Pros and Cons of Nim

Last updated: 29th May 2020 (corrections). See also: discussion on Hacker News.

6 Reasons to Use Nim

Nim is a programming language that has a syntax similar to Python but is compiled to binary code.

See also: Nim Books

1. Friendly Syntax

Nim has a syntax that is similar to Python.

2. High Performance

Nim is much faster than Python (not when comparing C libraries wrapped for Python of course). Nim code compiles first to C then to binaries, with C-like performance always a possibility.

3. Statically Typing

Nim has a statically typed system, unlike Python where types can only be specified optionally. A statically typed language gives better information to the compiler for better optimizations.

4. Managed Memory

Memory leaks are not a concern as Nim uses one of several available garbage collectors. The new ARC option works with reference counting instead of a GC.

5. Package Manager

Nimble is a package manager which makes installing Nim libraries easy.

6. Version 1.0 Milestone

Nim has seen low levels of adoption, but this may be due to version 1.0 taking a long time to be released. Now released in September 2019 Nim has a good foundation for applications and libraries to build on.

Nim has good reasons to use it, but also has some disadvantages. These are likely to improve over the next few years.

See also: Nim Books

4 Disadvantages of using Nim

1. Small Community

Nim has a small following, which means few jobs are available, and the libraries and frameworks for Nim are lacking.
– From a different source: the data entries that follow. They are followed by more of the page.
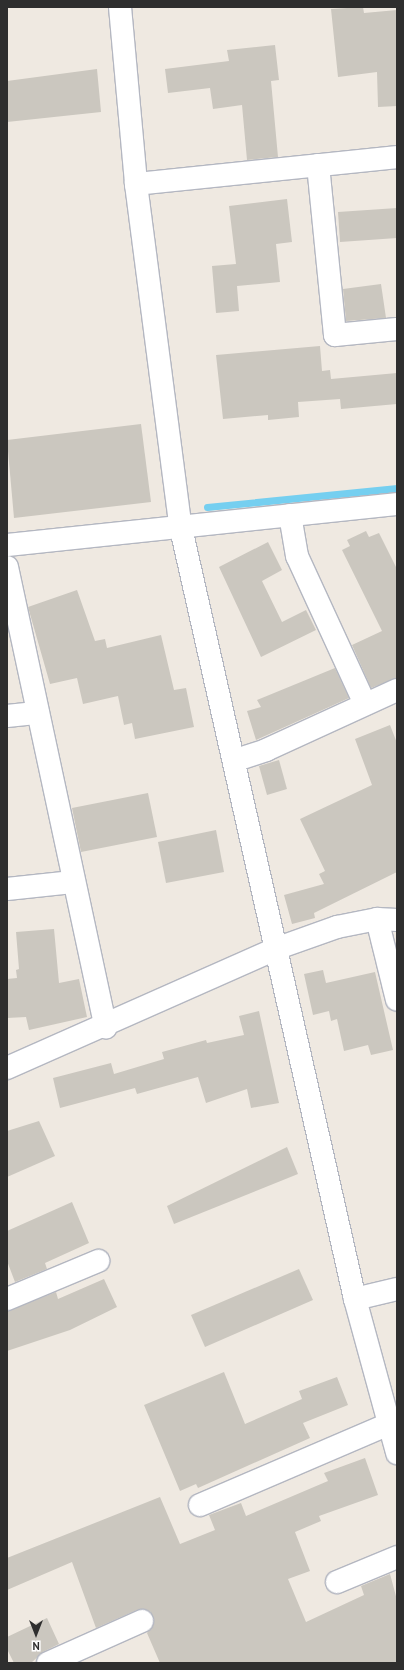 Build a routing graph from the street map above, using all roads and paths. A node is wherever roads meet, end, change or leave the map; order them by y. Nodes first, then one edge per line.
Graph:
1 (120, 7) edge
2 (397, 157) edge
3 (318, 165) junction
4 (136, 184) junction
5 (397, 329) edge
6 (397, 504) edge
7 (290, 515) junction
8 (180, 524) junction
9 (7, 545) edge
10 (7, 568) edge
11 (397, 690) edge
12 (365, 704) junction
13 (38, 713) junction
14 (7, 716) edge
15 (236, 760) junction
16 (73, 882) junction
17 (7, 890) edge
18 (387, 919) edge
19 (278, 948) junction
20 (397, 1000) edge
21 (106, 1027) junction
22 (7, 1068) edge
23 (98, 1261) dead end
24 (397, 1289) edge
25 (7, 1299) edge
26 (355, 1299) junction
27 (388, 1425) junction
28 (397, 1453) edge
29 (200, 1505) dead end
30 (397, 1557) edge
31 (336, 1582) dead end
32 (142, 1621) dead end
33 (48, 1663) edge

1 - 4 street
2 - 3 street
3 - 4 street
3 - 5 street
4 - 8 street
6 - 7 street
7 - 8 street
7 - 12 street
8 - 9 street
8 - 15 street
10 - 13 street
11 - 12 street
12 - 15 street
13 - 14 street
13 - 16 street
15 - 19 street
16 - 17 street
16 - 21 street
18 - 19 street
18 - 20 street
19 - 21 street
19 - 26 street
21 - 22 street
23 - 25 street
24 - 26 street
26 - 27 street
27 - 28 street
27 - 29 street
30 - 31 street
32 - 33 street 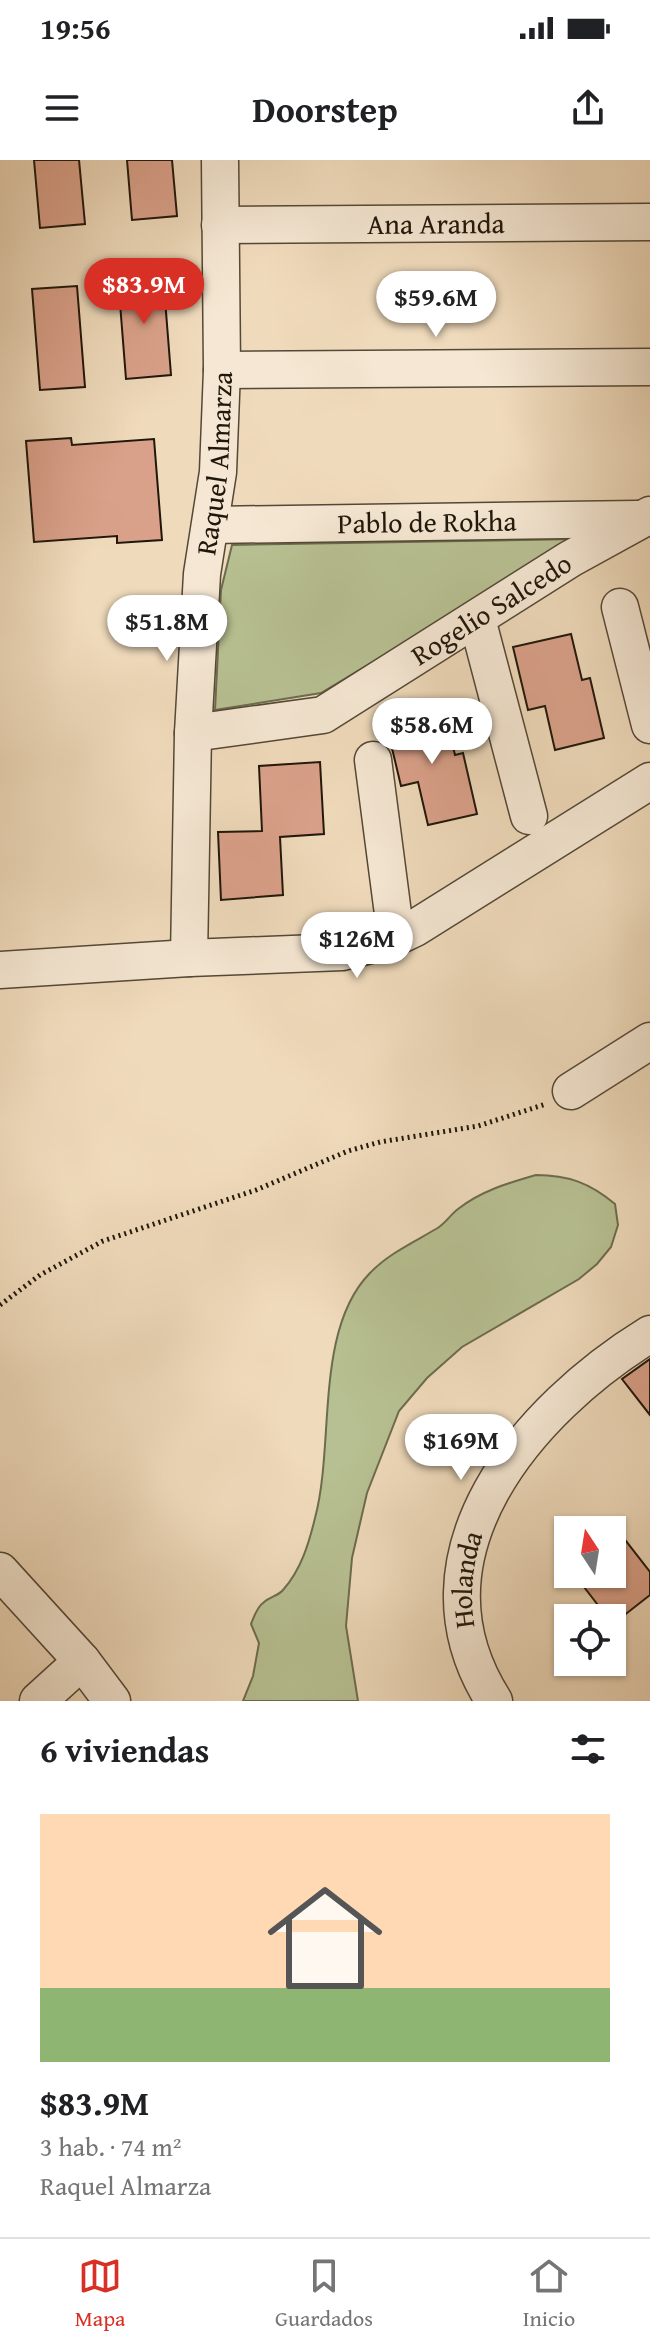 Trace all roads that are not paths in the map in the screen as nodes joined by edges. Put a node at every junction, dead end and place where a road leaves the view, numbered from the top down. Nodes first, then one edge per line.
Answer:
1 (220, 160) edge
2 (650, 222) edge
3 (220, 225) junction
4 (650, 367) edge
5 (222, 370) junction
6 (646, 517) edge
7 (211, 525) junction
8 (620, 607) dead end
9 (477, 619) junction
10 (650, 725) edge
11 (193, 733) junction
12 (373, 760) dead end
13 (650, 781) edge
14 (529, 816) dead end
15 (396, 937) junction
16 (189, 958) junction
17 (0, 970) edge
18 (650, 1041) edge
19 (571, 1091) road end
20 (650, 1334) edge
21 (0, 1571) edge
22 (82, 1661) junction
23 (38, 1701) edge
24 (112, 1701) edge
25 (494, 1701) edge

1 - 3 street, Raquel Almarza
2 - 3 street, Ana Aranda
3 - 5 street, Raquel Almarza
4 - 5 street
5 - 7 street, Raquel Almarza
6 - 7 street, Pablo de Rokha
6 - 9 street, Rogelio Salcedo
7 - 11 street, Raquel Almarza
8 - 10 street
9 - 11 street, Rogelio Salcedo
9 - 14 street
11 - 16 street, Raquel Almarza
12 - 15 street
13 - 15 street
15 - 16 street
16 - 17 street
18 - 19 street
20 - 25 street, Holanda
21 - 22 street
22 - 23 street
22 - 24 street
C, C++ and Python libraries can be utilized, however, helping to bridge the gap.

2. Better concurrency/parallelism support needed

Nim supports threads, channels and async. However in general concurrency/parallelism needs more work.
Related article: an overview of the current state of Nim’s concurrency/parallelism features.
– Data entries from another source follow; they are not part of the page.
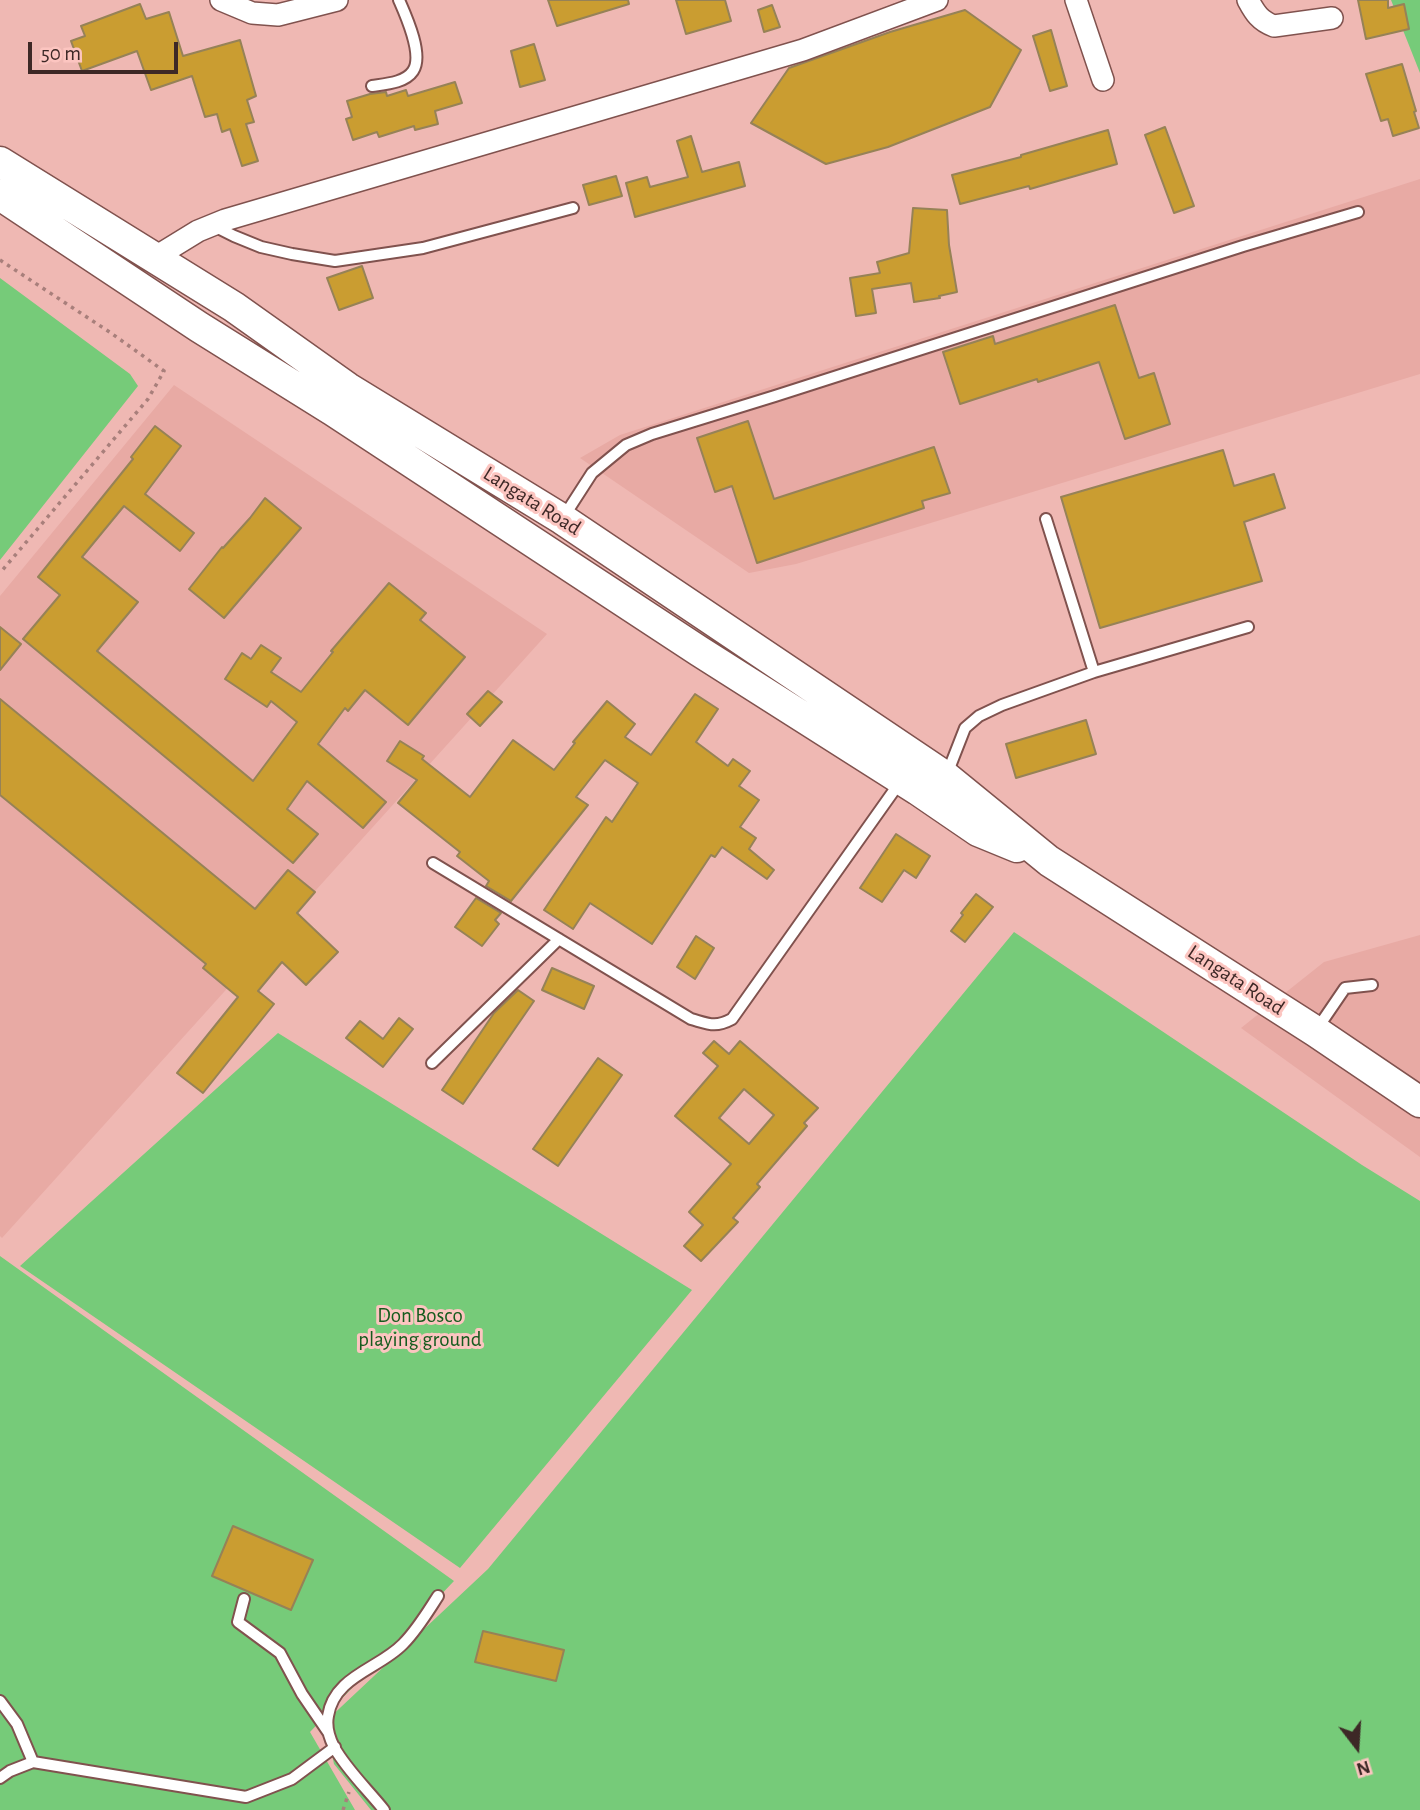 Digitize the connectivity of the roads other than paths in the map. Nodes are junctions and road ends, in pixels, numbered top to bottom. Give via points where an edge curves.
1 (221, 0) edge
2 (337, 0) edge
3 (399, 0) edge
4 (937, 0) edge
5 (1076, 0) edge
6 (1248, 0) edge
7 (1332, 18) dead end
8 (1103, 80) dead end
9 (372, 86) dead end
10 (0, 162) edge
11 (0, 195) edge
12 (573, 208) dead end
13 (1358, 212) dead end
14 (212, 225) junction
15 (154, 258) junction
16 (562, 519) junction
17 (1046, 519) dead end
18 (1248, 627) dead end
19 (1094, 672) junction
20 (946, 776) junction
21 (901, 779) junction
22 (1049, 861) junction
23 (432, 863) dead end
24 (559, 939) junction
25 (1372, 985) dead end
26 (1315, 1031) junction
27 (432, 1063) dead end
28 (1420, 1102) edge
29 (438, 1596) dead end
30 (244, 1599) dead end
31 (0, 1700) edge
32 (329, 1734) junction
33 (334, 1747) junction
34 (33, 1762) junction
35 (0, 1778) edge
36 (384, 1810) edge

1 - 2 street via 252,13 278,15
3 - 9 lane via 413,37 415,69 406,78
4 - 14 street via 803,50
5 - 8 street
6 - 7 street via 1255,14 1273,26
10 - 15 main road, Langata Road
11 - 21 main road, Langata Road
12 - 14 lane via 424,248 335,261 261,247
13 - 16 lane via 652,434 626,445 592,473
14 - 15 street
15 - 16 main road, Langata Road via 234,307 348,388
16 - 20 main road, Langata Road
17 - 19 lane
18 - 19 lane
19 - 20 lane via 979,716 965,728
20 - 22 main road, Langata Road
21 - 22 main road, Langata Road via 978,831
21 - 24 lane via 732,1019 721,1025 691,1019
22 - 26 main road, Langata Road
23 - 24 lane
24 - 27 lane
25 - 26 lane via 1345,988
26 - 28 main road, Langata Road
29 - 32 lane via 402,1645 337,1693 329,1708
30 - 32 lane via 239,1622 280,1653
31 - 34 lane via 17,1724
32 - 33 lane
33 - 34 lane via 292,1779 246,1797
33 - 36 lane
34 - 35 lane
3. Unhelpful error messages

The Nim compiler often gives unhelpful error messages.

4. Web Frameworks are Lacking

Many languages became popular due to well developed web frameworks (e.g. Ruby has Rails, Elixir has Phoenix and Crystal has Amber, Lucky and others). Nim has Jester which still needs further development and documentation. There is also Karax which is a SPA web framework.

7 replies on “Pros and Cons of Nim”

FYI, you may have confused ‘strong’ and ‘static’ typing. Python is already strongly (if dynamically) typed.

Will continue to nitpick 🙂 (Nice succinct article though by the way – wish people knew more about Nim – it’s great for replacing C for native extensions when speed is an issue)…

I think Cardelli’s claim is meant that yes indeed a static, strongly typed system is so described, but that doesn’t mean that Python doesn’t satisfy the ‘strong’ part when compared to it’s opposite – it will readily complain that `5 + “5”` is an error, where weakly typed systems will give you a variety of behaviors WITHOUT an error, e.g. “55” or 10 or “10” depending on their pathology, and it is this behavior that defines the variance between “strong” and “weak” without treading into the differences between static and dynamic typing (i.e. complier/interpreter-bound contracts regarding the type of a variable). This difference is further diminished by the relatively newly-official type hints that can be used to catch a entire class of errors prior to runtime.

AFAI understood it, Python is generally considered to be a strongly typed language by the community at large, q.v. https://wiki.python.org/moin/Why%20is%20Python%20a%20dynamic%20language%20and%20also%20a%20strongly%20typed%20language

Would love more in depth Nim articles! Not enough love being shown for it on HN! 😀 Keep up the good work.